Encouragée par sa complice Sabine Zovighian, elle se remet à l’écriture. Soit donc Alice Nedelson, artiste subtilement incarnée par Danièle Lebrun, de la Comédie-Française. Soit donc Hadrien (Charlie Fabert), vingt-six ans d’impertinence et un goût certain pour les garçons. Alors que « la tristesse s’est déposée sur ses épaules comme un châle », la venue d’Hadrien offre à Alice un nouveau souffle.
De suite, elle lui propose un poste d’assistant alors que le MoMA, à New York, organise une rétrospective de son œuvre. Le jeune homme accepte, et, bientôt, elle l’installe à demeure. Autant dire que ça jase. Certains disent qu’il profite d’elle. Mais qui profite de qui, de quoi ? Et puis tout le monde (c’est-à-dire chacun) ne veut-il pas sa livre de chair d’Alice (le galeriste, incarné par Grégoire Oestermann ; son fils ; ses « amis » et ses fantômes aussi) ? Question d’une grande modernité, d’une grande complexité aussi − et jamais Claire Richard ne cède à la simplification.

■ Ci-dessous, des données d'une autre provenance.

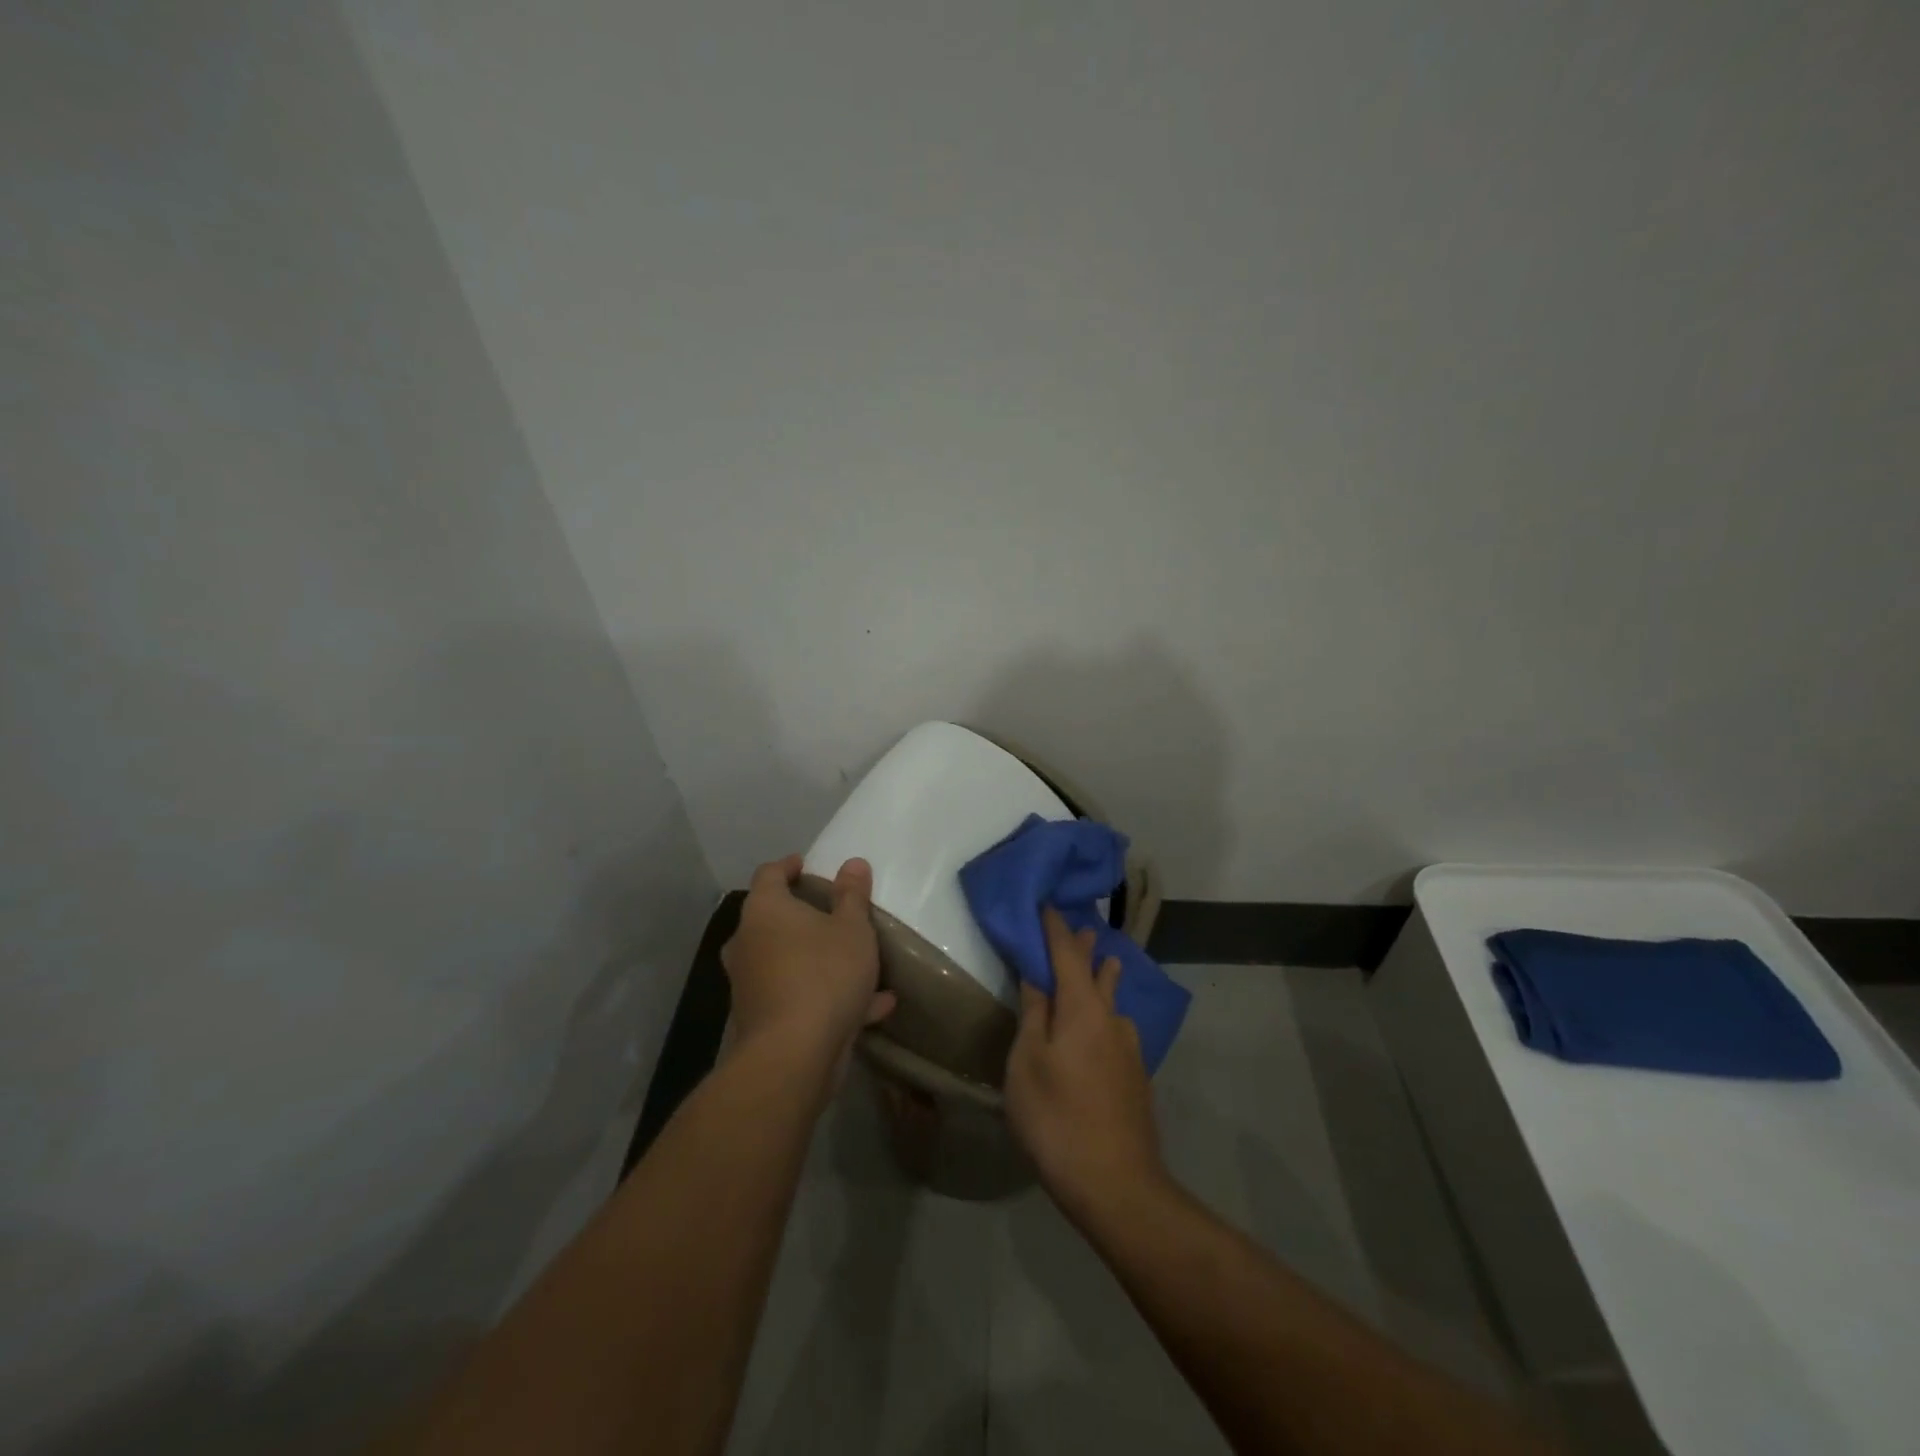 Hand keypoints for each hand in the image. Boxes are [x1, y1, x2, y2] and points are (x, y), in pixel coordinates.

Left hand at [721, 855, 894, 1064]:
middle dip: (802, 915)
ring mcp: (750, 983)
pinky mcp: (760, 1019)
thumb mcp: (852, 928)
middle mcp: (748, 943)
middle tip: (831, 912)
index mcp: (765, 911)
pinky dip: (826, 996)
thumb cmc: (823, 974)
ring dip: (818, 959)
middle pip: (772, 919)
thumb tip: (852, 863)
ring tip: (857, 962)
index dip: (789, 866)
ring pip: (786, 960)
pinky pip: (797, 996)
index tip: (807, 865)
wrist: (793, 1055)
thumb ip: (853, 895)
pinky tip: (872, 1006)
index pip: (770, 874)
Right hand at [1004, 909, 1165, 1224]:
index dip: (1054, 928)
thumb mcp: (1028, 1063)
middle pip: (1098, 972)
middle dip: (1086, 948)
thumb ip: (1033, 1014)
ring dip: (1104, 979)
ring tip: (1103, 964)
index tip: (1045, 905)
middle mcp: (1112, 1019)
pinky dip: (1106, 1012)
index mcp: (1083, 1008)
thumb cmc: (1057, 1118)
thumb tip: (1036, 974)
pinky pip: (1118, 1028)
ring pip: (1114, 1001)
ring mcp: (1129, 1049)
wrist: (1117, 1185)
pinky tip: (1103, 1027)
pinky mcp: (1136, 1076)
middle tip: (1081, 926)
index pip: (1067, 953)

Parce que cette histoire que l’on pourrait dire d’emprise est aussi l’histoire d’une femme qui ne veut pas mourir seule, d’une artiste au travail et de son énergie féroce et joyeuse, l’histoire d’un jeune homme ambitieux, qui prend et apprend d’elle. D’ailleurs, à celles et ceux qui (dis)qualifient leur relation, la mère de ce dernier dira : « Mais qu’est-ce que ça veut dire contre nature ! Et puis l’inverse arrive tout le temps. » D’autant que c’est aussi (et simplement ?) une histoire d’amour, avec ses premières fois. Avec, aussi et bien trop tôt, son cortège de reproches et de disputes. C’est donc et tout à la fois un amour exceptionnel et ordinaire qui se donne à entendre ici.
« Ne pas couper l’herbe sous le pied de l’émotion, mais ne pas non plus se laisser tomber dans un truc trop sucré. Apporter du nerf, de la rupture, du rythme, de l’inattendu, du contrepoint » : Sabine Zovighian avoue avoir passé l’été à se morfondre. Et pourtant : avec l’agilité d’une fildefériste, jouant sur les temporalités et tissant des correspondances, grâce à la pertinence de son usage des archives, grâce, aussi, à la musique (composée pour l’occasion par son complice Michael Liot et Thibault Marchal), elle signe une réalisation magistrale.
« Alice et Hadrien », de Claire Richard, réalisé par Sabine Zovighian. Sur le site de France Culture et sur toutes les plateformes d’écoute habituelles (Fr., 2024, 2 × 58 min).